What you will do:
Your task is to write out exactly the lines of the listing below, from the first down to the line that holds "width:54px; height:54px; display:grid;".

Supplied records:
━━━

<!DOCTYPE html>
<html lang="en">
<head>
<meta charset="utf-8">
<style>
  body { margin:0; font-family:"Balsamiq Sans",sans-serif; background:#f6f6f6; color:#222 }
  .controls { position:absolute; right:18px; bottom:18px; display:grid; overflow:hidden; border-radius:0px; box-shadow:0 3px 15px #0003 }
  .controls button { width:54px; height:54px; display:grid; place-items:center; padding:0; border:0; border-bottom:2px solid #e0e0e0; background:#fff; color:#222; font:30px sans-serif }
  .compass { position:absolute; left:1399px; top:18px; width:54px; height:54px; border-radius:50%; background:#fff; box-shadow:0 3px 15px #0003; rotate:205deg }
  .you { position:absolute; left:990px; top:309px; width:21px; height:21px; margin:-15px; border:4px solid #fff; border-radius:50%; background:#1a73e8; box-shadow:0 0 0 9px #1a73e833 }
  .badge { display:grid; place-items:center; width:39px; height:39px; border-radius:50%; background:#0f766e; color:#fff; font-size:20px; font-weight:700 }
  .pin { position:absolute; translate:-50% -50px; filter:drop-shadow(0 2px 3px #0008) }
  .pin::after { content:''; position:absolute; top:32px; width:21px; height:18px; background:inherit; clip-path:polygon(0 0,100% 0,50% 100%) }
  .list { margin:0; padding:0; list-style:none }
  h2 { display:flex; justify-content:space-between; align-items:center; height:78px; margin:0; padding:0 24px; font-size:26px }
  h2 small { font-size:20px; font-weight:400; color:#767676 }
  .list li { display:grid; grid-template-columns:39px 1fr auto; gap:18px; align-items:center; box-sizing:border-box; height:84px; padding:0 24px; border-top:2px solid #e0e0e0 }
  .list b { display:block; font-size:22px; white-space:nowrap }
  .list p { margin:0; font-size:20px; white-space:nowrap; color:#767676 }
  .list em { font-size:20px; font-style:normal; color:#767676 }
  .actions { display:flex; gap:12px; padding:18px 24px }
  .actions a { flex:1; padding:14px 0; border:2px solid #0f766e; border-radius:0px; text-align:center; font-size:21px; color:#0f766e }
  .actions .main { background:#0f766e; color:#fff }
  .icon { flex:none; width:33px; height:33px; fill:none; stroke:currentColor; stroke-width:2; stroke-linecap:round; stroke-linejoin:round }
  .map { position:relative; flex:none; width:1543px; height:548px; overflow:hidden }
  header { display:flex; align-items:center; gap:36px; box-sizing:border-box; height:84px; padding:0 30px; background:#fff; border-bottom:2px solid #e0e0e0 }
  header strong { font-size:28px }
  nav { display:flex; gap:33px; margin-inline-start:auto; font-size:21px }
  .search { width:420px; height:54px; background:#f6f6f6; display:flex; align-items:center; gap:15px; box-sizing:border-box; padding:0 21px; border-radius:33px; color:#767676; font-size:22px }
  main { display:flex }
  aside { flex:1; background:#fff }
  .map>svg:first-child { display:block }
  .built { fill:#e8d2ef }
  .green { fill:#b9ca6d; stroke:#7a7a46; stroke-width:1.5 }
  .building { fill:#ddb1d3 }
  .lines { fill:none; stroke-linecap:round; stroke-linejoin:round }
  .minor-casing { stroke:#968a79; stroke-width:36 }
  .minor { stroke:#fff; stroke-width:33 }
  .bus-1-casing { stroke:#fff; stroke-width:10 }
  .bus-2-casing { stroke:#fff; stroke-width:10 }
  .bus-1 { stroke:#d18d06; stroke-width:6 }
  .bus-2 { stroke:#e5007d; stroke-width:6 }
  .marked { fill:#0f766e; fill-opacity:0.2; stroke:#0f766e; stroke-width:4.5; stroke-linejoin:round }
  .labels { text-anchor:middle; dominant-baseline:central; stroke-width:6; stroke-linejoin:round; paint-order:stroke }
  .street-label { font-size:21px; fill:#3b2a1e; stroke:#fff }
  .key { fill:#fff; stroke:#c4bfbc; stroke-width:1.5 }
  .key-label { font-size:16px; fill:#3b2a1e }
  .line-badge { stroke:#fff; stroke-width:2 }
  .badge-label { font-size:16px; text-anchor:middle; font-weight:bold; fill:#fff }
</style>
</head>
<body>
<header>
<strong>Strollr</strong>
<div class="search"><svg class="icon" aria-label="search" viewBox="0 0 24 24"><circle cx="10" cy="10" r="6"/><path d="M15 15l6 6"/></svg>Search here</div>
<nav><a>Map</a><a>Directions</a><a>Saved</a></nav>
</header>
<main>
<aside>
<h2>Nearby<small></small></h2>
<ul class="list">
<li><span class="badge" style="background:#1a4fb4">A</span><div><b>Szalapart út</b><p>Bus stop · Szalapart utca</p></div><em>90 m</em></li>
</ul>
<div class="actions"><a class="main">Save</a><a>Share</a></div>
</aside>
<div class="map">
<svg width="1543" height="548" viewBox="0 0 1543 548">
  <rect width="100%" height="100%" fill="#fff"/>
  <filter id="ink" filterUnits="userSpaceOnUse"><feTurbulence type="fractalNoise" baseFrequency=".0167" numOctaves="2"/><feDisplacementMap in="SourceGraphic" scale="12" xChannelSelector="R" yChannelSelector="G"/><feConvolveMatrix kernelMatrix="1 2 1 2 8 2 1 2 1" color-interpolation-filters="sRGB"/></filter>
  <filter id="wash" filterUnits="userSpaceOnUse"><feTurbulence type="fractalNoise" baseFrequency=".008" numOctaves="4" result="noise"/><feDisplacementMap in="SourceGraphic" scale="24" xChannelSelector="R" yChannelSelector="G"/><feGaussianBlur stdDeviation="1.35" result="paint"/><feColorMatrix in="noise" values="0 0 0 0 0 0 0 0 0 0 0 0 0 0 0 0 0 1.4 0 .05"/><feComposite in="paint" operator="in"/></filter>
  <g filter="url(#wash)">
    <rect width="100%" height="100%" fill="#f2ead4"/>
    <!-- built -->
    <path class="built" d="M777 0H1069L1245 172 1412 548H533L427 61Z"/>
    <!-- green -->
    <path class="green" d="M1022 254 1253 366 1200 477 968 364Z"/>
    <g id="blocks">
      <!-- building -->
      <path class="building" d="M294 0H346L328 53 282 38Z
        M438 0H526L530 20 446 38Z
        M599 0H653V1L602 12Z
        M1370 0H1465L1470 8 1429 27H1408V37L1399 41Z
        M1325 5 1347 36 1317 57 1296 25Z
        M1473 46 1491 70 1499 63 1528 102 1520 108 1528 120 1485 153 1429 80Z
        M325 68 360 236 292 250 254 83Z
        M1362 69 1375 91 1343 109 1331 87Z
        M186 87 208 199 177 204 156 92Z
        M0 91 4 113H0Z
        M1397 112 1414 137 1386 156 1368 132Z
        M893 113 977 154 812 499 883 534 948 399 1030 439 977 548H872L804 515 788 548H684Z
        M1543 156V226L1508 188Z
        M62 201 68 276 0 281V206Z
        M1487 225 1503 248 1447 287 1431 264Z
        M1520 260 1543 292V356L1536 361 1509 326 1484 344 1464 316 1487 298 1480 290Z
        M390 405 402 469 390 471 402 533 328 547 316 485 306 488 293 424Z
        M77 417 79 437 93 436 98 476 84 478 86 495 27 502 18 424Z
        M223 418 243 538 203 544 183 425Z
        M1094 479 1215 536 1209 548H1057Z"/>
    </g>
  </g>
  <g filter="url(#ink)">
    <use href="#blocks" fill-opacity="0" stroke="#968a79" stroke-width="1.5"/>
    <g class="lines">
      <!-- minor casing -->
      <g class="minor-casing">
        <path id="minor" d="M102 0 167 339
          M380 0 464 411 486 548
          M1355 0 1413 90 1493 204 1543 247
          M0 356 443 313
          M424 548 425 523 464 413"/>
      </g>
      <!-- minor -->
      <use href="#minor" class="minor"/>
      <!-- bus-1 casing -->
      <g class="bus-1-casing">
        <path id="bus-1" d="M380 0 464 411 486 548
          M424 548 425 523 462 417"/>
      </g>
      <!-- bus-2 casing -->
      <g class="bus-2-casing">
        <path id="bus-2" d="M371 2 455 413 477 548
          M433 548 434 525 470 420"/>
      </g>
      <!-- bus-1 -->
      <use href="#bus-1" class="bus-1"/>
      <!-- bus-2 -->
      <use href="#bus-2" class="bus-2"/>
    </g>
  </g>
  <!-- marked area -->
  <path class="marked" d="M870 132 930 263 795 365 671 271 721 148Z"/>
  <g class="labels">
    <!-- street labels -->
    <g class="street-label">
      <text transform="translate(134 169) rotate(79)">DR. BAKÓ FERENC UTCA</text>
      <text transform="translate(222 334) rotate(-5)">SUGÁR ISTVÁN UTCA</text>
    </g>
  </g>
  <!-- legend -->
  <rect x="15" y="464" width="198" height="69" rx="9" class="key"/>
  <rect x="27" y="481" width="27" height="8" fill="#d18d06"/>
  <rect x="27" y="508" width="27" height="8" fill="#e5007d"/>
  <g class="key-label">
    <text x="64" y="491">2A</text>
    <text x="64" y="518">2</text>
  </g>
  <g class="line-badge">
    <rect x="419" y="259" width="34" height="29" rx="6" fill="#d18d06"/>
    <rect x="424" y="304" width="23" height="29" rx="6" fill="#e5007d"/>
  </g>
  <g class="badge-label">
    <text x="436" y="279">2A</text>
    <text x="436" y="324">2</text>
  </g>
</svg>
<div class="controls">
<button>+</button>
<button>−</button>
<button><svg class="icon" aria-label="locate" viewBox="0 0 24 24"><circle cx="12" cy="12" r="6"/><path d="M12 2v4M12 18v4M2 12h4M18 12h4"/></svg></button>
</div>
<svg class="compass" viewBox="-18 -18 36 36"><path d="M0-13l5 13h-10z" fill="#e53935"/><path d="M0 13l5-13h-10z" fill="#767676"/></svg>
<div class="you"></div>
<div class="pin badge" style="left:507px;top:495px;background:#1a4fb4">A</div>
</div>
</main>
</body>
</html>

━━━

Expected answer:
<!DOCTYPE html>
<html lang="en">
<head>
<meta charset="utf-8">
<style>
  body { margin:0; font-family:"Balsamiq Sans",sans-serif; background:#f6f6f6; color:#222 }
  .controls { position:absolute; right:18px; bottom:18px; display:grid; overflow:hidden; border-radius:0px; box-shadow:0 3px 15px #0003 }
  .controls button { width:54px; height:54px; display:grid; place-items:center; padding:0; border:0; border-bottom:2px solid #e0e0e0; background:#fff; color:#222; font:30px sans-serif }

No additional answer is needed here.